У него множество внешних светских друзей, или так называемых «приятелей», но внутреннего религиозного общения — ни с кем. Некому сказать: Христос воскрес — кроме уличного нищего. Он сам в церкви как этот нищий. Потому-то, может быть, он «почти никогда не ходил в церковь».
«Громил безверие верующих, прославлял неверующих — тех беззаконников, которые, попирая законы человеческие, блюдут законы Бога», — вспоминает сестра одну из его публичных лекций и приводит отзывы слушателей:
«— Пророк! Пророк! Горел весь сам, как говорил; так и жег каждым словом. А лицо-то, что за красота! Да за одним таким лицом и голосом пойдешь на край света.
— Что он, с ума сошел? Хорош верующий! За атеистов и всех подобных заступается… Против правительства, против законного порядка… Юродствует, оригинальничает, популярности среди этих красных ищет… Чересчур смел, надо бы ему рот закрыть…
И закрыли».
Или сам закрыл — онемел.
И среди этой немоты порою жуткий смех:
«Отчего говорят чернильница, а не песочница? Отчего говорят роза, а не пион?»

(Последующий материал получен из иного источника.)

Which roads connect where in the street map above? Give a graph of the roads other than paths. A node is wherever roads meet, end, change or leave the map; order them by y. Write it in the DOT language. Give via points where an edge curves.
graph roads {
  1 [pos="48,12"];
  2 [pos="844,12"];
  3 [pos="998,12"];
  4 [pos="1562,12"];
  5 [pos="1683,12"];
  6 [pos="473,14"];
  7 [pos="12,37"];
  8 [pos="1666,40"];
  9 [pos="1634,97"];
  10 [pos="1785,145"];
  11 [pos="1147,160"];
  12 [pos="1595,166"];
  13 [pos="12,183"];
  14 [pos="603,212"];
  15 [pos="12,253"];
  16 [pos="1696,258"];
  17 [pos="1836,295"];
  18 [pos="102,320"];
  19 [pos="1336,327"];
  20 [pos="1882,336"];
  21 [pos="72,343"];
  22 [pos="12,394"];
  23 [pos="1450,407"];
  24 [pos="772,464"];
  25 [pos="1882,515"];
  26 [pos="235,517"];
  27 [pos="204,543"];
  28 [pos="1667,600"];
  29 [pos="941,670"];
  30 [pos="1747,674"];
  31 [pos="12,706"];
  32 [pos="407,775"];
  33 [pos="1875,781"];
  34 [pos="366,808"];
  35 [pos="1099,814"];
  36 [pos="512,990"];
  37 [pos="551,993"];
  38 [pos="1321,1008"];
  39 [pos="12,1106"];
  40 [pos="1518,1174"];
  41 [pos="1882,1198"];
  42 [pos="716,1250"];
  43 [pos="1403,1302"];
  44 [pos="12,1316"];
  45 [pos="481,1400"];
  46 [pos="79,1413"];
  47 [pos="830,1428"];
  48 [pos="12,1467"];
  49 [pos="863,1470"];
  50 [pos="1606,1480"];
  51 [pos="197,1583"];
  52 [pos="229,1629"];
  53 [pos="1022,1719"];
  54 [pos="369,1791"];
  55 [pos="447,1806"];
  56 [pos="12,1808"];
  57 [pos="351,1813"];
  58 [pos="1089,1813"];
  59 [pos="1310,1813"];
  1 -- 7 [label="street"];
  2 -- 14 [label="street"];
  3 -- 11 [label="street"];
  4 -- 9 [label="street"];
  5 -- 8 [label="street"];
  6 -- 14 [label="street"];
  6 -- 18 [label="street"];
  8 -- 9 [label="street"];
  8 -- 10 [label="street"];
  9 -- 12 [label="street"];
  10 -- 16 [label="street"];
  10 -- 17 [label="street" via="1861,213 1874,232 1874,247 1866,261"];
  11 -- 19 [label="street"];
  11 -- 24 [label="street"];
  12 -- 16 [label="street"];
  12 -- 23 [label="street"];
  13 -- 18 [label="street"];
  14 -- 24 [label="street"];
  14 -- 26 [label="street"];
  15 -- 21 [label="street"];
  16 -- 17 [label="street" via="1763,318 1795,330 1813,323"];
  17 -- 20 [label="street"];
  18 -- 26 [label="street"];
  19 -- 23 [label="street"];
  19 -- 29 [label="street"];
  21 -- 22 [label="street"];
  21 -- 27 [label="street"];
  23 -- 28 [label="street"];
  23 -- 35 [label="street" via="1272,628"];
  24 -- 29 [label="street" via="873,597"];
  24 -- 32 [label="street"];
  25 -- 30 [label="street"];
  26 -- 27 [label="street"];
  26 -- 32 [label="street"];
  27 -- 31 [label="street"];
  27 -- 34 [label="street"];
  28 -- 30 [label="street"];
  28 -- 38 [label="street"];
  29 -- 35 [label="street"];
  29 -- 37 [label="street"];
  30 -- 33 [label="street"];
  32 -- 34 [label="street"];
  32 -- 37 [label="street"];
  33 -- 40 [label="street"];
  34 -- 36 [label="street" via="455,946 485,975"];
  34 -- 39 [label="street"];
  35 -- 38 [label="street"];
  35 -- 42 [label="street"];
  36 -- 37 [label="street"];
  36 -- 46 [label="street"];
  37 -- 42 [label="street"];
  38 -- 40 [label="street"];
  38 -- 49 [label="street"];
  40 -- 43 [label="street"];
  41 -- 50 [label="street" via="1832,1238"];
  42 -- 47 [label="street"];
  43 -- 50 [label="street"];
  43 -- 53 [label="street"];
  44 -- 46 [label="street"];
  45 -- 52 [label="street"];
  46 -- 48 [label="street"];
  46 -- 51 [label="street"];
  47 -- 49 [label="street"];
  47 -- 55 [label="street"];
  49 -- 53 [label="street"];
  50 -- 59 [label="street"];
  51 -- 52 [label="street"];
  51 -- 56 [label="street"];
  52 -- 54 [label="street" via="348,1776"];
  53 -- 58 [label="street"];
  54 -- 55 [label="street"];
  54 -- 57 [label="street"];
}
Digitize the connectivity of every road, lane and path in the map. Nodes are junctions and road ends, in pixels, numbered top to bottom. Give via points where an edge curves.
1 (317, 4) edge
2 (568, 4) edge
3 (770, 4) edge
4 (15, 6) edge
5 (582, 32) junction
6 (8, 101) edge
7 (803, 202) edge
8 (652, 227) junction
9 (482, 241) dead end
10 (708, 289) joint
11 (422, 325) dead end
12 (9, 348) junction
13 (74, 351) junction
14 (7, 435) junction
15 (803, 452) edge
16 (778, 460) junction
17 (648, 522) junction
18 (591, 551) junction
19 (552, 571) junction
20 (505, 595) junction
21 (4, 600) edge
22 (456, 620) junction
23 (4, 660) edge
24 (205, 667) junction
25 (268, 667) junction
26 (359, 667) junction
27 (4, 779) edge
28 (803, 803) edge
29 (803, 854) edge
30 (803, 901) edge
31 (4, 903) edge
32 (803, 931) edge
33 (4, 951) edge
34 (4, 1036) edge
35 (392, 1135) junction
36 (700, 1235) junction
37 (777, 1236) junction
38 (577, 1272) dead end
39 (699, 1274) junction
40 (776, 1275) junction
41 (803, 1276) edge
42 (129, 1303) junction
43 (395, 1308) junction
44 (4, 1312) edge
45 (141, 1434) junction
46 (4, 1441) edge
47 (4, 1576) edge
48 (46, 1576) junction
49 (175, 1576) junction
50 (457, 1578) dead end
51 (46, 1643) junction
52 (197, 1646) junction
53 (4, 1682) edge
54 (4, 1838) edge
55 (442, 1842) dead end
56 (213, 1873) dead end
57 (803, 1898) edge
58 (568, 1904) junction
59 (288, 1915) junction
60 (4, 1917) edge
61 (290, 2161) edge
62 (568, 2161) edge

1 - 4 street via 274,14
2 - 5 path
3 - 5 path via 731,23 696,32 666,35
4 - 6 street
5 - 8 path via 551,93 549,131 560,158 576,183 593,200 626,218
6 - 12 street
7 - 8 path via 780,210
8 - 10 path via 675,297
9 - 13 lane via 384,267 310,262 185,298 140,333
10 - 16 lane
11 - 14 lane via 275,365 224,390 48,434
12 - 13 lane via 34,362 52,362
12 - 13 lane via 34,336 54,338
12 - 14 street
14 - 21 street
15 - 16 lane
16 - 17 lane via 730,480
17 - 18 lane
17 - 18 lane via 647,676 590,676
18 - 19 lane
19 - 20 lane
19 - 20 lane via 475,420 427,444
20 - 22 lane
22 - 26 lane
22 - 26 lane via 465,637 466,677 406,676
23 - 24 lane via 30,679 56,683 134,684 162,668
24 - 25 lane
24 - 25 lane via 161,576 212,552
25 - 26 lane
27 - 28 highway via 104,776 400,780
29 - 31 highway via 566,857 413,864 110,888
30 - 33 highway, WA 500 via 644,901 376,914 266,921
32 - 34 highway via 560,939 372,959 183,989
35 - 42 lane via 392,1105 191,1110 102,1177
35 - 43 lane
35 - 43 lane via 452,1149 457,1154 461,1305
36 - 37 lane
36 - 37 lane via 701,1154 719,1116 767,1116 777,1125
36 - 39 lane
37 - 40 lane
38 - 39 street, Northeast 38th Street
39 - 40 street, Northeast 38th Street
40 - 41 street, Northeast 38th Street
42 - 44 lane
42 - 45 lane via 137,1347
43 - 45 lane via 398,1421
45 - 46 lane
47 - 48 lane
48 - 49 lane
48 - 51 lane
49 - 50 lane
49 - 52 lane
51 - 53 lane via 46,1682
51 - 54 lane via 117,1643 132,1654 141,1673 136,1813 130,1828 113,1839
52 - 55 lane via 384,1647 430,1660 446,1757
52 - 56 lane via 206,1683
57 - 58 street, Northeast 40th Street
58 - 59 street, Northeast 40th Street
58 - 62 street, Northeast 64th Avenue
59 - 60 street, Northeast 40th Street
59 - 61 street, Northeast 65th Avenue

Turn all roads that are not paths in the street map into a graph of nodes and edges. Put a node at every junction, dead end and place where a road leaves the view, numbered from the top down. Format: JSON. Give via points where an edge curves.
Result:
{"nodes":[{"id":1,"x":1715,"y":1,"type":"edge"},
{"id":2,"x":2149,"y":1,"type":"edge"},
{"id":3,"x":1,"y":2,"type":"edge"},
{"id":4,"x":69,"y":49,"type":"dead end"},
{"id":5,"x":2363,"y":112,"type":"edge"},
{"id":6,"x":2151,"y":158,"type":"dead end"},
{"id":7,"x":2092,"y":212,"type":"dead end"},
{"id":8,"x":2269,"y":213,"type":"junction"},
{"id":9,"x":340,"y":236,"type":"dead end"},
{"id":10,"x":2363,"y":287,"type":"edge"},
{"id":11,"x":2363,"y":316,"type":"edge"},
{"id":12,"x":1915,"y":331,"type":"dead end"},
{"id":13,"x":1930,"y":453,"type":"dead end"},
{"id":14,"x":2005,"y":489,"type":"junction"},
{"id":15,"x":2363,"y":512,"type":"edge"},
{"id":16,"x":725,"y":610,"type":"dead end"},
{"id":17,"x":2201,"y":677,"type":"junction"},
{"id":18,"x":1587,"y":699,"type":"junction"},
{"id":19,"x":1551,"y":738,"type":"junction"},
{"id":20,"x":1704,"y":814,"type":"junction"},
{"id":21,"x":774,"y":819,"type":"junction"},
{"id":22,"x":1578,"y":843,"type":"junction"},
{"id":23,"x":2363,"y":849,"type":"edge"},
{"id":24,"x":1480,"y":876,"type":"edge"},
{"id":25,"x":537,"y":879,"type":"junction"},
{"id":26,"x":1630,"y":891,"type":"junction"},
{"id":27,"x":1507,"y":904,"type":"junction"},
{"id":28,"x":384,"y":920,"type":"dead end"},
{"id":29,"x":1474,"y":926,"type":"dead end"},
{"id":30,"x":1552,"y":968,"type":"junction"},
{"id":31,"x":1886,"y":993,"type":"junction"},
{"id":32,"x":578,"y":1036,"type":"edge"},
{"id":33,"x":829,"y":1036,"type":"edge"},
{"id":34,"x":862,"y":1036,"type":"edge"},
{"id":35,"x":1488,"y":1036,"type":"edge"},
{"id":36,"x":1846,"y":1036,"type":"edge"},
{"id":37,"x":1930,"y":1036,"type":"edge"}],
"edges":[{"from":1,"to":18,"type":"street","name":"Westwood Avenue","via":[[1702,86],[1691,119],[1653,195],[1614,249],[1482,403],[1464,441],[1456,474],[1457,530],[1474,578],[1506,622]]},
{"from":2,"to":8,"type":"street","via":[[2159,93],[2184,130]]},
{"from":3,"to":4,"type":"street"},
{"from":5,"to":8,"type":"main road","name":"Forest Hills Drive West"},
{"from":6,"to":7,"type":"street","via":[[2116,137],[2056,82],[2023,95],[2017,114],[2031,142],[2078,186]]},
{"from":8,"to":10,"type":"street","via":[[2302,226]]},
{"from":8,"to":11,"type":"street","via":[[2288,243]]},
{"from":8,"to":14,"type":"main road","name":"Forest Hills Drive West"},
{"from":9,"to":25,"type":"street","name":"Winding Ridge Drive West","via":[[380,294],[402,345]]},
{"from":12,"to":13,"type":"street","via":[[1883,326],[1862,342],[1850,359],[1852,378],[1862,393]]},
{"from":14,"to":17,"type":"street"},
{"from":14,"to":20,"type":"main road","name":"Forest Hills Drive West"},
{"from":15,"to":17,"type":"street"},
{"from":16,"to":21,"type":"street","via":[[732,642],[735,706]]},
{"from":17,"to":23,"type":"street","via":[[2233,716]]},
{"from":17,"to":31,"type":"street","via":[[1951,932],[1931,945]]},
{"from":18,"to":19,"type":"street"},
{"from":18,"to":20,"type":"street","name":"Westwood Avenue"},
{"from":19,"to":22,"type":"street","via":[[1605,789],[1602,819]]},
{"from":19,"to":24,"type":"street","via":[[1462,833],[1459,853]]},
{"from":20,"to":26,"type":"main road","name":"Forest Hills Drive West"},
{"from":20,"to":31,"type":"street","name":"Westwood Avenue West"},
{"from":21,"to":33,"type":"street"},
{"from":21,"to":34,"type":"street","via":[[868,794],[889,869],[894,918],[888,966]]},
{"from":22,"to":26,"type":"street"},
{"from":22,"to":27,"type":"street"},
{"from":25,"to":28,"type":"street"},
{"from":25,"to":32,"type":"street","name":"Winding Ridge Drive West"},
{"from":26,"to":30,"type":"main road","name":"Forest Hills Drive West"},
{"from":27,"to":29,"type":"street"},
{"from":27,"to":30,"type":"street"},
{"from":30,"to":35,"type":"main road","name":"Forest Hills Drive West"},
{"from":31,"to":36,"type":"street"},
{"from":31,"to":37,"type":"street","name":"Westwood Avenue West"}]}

«Тяжела работа Господня!» — говорил он, умирая, и просил, чтобы ему не давали впадать в беспамятство, потому что «нужно молиться за евреев», может быть, и за тех «безбожников», которые, не зная имени Господа, совершают «тяжелую работу Господню».
Тут уже другое, не явное, а тайное лицо его; не прошлое, а будущее, не реставрация, а революция, ибо что же, как не революция, это утверждение, будто бы Христос не в церкви, среди верующих, а в миру, среди безбожников. Одно такое утверждение не грозит ли разрушить всю систему отвлеченного гнозиса, как землетрясение разрушило свод Святой Софии?
Но об этой революции говорит уже не философ десятью томами, а немыми знаками немой пророк.
Будем надеяться, что тайну вещей немоты его разгадает когда-нибудь более внимательная критика, а пока согласимся, что если Вл. Соловьев действительно предтеча Новой Церкви, то не тем, что он говорил и жил, как мудрец, а тем, что молчал и «умер, как безумец».
Вот за что мы любим его, вот чем он близок нам, во всяком случае, ближе, чем остроумный и красноречивый философ, — этот безумный и безмолвный пророк.